** Opening RECORD SET block **
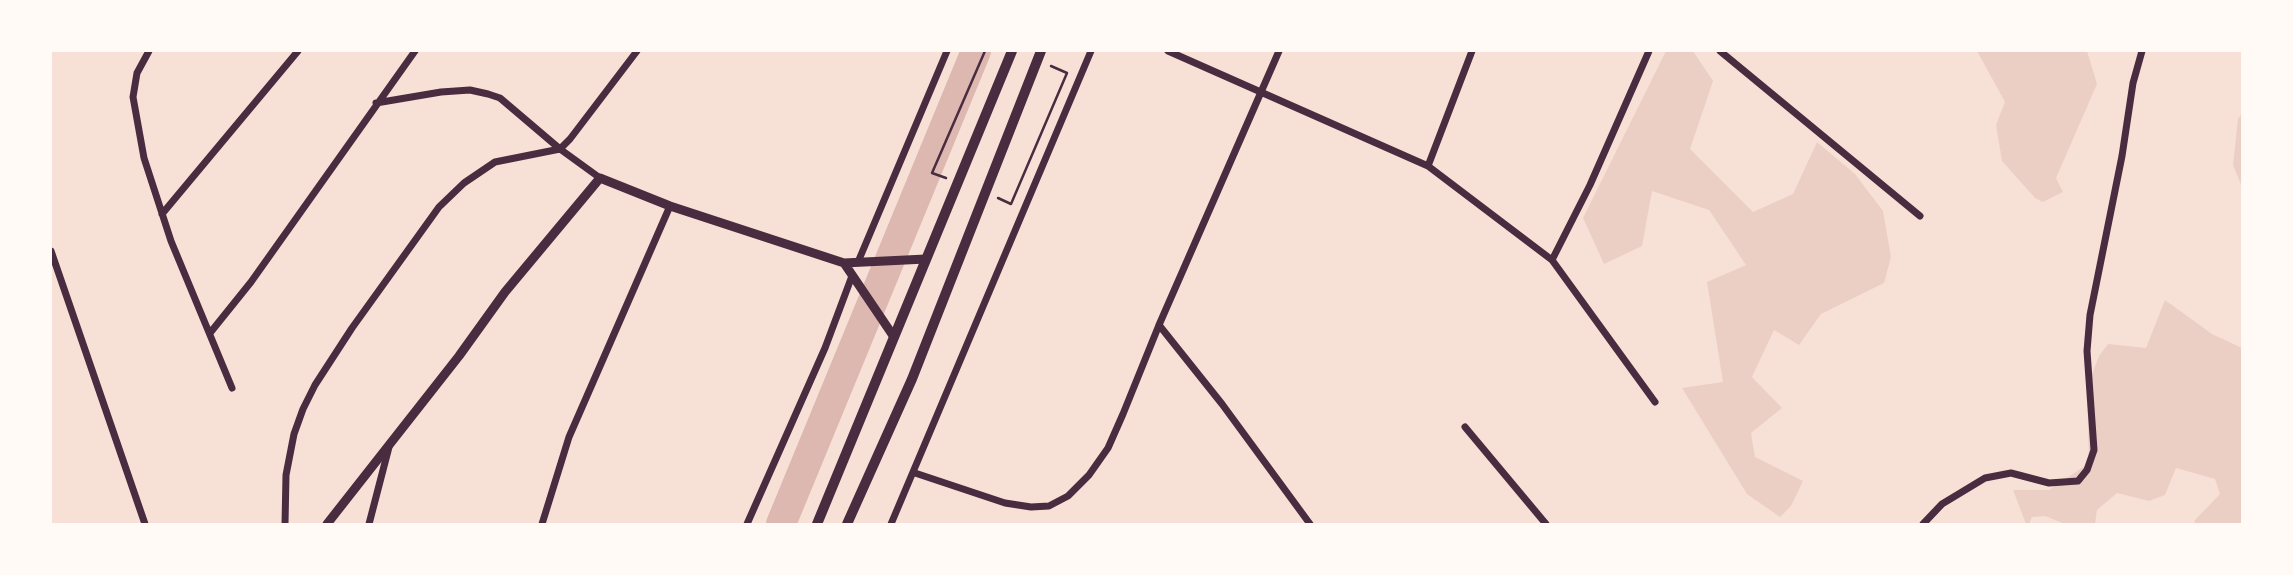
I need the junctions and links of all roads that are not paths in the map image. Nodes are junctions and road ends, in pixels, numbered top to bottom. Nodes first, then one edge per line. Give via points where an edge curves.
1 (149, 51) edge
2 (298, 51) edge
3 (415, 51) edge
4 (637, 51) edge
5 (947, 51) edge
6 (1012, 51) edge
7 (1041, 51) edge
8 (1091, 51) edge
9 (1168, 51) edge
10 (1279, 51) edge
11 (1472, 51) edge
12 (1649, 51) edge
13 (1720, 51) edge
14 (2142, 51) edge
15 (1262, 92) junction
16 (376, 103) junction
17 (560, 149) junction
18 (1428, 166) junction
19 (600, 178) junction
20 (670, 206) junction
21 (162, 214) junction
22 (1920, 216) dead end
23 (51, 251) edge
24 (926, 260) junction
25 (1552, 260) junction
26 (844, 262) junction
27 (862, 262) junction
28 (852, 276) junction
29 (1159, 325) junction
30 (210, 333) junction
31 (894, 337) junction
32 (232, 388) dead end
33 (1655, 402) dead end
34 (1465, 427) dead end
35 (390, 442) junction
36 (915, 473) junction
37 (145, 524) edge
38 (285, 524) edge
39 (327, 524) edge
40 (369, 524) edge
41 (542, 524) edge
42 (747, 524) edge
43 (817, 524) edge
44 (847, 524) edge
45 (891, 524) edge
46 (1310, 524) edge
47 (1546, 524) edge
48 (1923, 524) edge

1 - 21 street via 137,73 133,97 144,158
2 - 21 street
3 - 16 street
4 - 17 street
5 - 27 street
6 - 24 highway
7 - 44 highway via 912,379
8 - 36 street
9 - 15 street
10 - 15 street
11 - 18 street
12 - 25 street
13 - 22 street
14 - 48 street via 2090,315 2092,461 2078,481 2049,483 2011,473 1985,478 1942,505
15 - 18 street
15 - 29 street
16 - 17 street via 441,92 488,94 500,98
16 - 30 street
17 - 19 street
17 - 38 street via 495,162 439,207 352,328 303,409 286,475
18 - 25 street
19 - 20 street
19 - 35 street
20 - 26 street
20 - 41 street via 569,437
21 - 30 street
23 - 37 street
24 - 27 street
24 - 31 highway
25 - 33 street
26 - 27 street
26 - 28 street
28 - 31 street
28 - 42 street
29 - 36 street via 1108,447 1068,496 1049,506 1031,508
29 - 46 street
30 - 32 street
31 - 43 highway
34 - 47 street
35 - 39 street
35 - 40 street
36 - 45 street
** Closing RECORD SET block **
Track down every line in the entries that includes the string "highway", and copy it.

• TASK OUTPUT
6 - 24 highway
7 - 44 highway via 912,379
24 - 31 highway
31 - 43 highway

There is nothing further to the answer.